Artificial Intelligence Was Also "Just Plain Wrong" Significantly More Often
BOSTON – ChatGPT-4, an artificial intelligence program designed to understand and generate human-like text, outperformed internal medicine residents and attending physicians at two academic medical centers at processing medical data and demonstrating clinical reasoning. In a research letter published in JAMA Internal Medicine, physician-scientists at Beth Israel Deaconess Medical Center (BIDMC) compared a large language model's (LLM) reasoning abilities directly against human performance using standards developed to assess physicians.
"It became clear very early on that LLMs can make diagnoses, but anybody who practices medicine knows there's a lot more to medicine than that," said Adam Rodman MD, an internal medicine physician and investigator in the department of medicine at BIDMC. "There are multiple steps behind a diagnosis, so we wanted to evaluate whether LLMs are as good as physicians at doing that kind of clinical reasoning. It's a surprising finding that these things are capable of showing the equivalent or better reasoning than people throughout the evolution of clinical case."
Rodman and colleagues used a previously validated tool developed to assess physicians' clinical reasoning called the revised-IDEA (r-IDEA) score. The investigators recruited 21 attending physicians and 18 residents who each worked through one of 20 selected clinical cases comprised of four sequential stages of diagnostic reasoning. The authors instructed physicians to write out and justify their differential diagnoses at each stage. The chatbot GPT-4 was given a prompt with identical instructions and ran all 20 clinical cases. Their answers were then scored for clinical reasoning (r-IDEA score) and several other measures of reasoning.
"The first stage is the triage data, when the patient tells you what's bothering them and you obtain vital signs," said lead author Stephanie Cabral, MD, a third-year internal medicine resident at BIDMC. "The second stage is the system review, when you obtain additional information from the patient. The third stage is the physical exam, and the fourth is diagnostic testing and imaging."

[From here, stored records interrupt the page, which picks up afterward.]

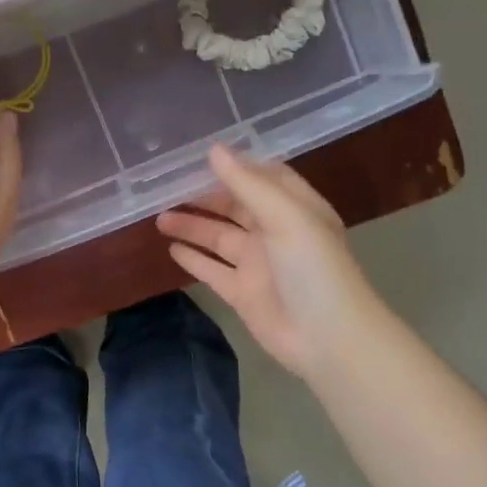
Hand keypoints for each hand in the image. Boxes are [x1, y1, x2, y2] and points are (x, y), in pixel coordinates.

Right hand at [157, 144, 377, 378]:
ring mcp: (257, 264)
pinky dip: (193, 259)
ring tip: (159, 218)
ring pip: (218, 238)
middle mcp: (275, 232)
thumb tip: (213, 149)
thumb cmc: (312, 267)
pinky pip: (212, 270)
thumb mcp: (285, 216)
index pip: (264, 177)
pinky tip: (170, 248)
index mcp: (295, 208)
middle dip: (204, 197)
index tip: (200, 158)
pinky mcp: (242, 292)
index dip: (236, 167)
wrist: (327, 337)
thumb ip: (247, 183)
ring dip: (192, 226)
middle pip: (235, 207)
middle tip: (167, 189)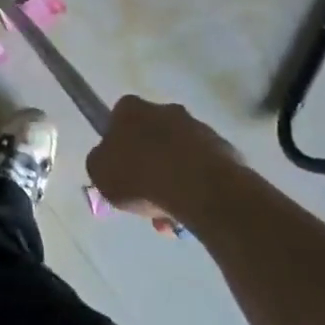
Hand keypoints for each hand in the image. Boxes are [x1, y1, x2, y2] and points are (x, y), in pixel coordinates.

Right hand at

Rodman, Cabral and their colleagues found that the chatbot earned the highest r-IDEA scores, with a median score of 10 out of 10 for the LLM, 9 for attending physicians and 8 for residents. It was more of a draw between the humans and the bot when it came to diagnostic accuracy—how high up the correct diagnosis was on the list of diagnosis they provided—and correct clinical reasoning. But the bots were also "just plain wrong" – had more instances of incorrect reasoning in their answers – significantly more often than residents, the researchers found. The finding underscores the notion that AI will likely be most useful as a tool to augment, not replace, the human reasoning process.
"Further studies are needed to determine how LLMs can best be integrated into clinical practice, but even now, they could be useful as a checkpoint, helping us make sure we don't miss something," Cabral said. "My ultimate hope is that AI will improve the patient-physician interaction by reducing some of the inefficiencies we currently have and allow us to focus more on the conversation we're having with our patients.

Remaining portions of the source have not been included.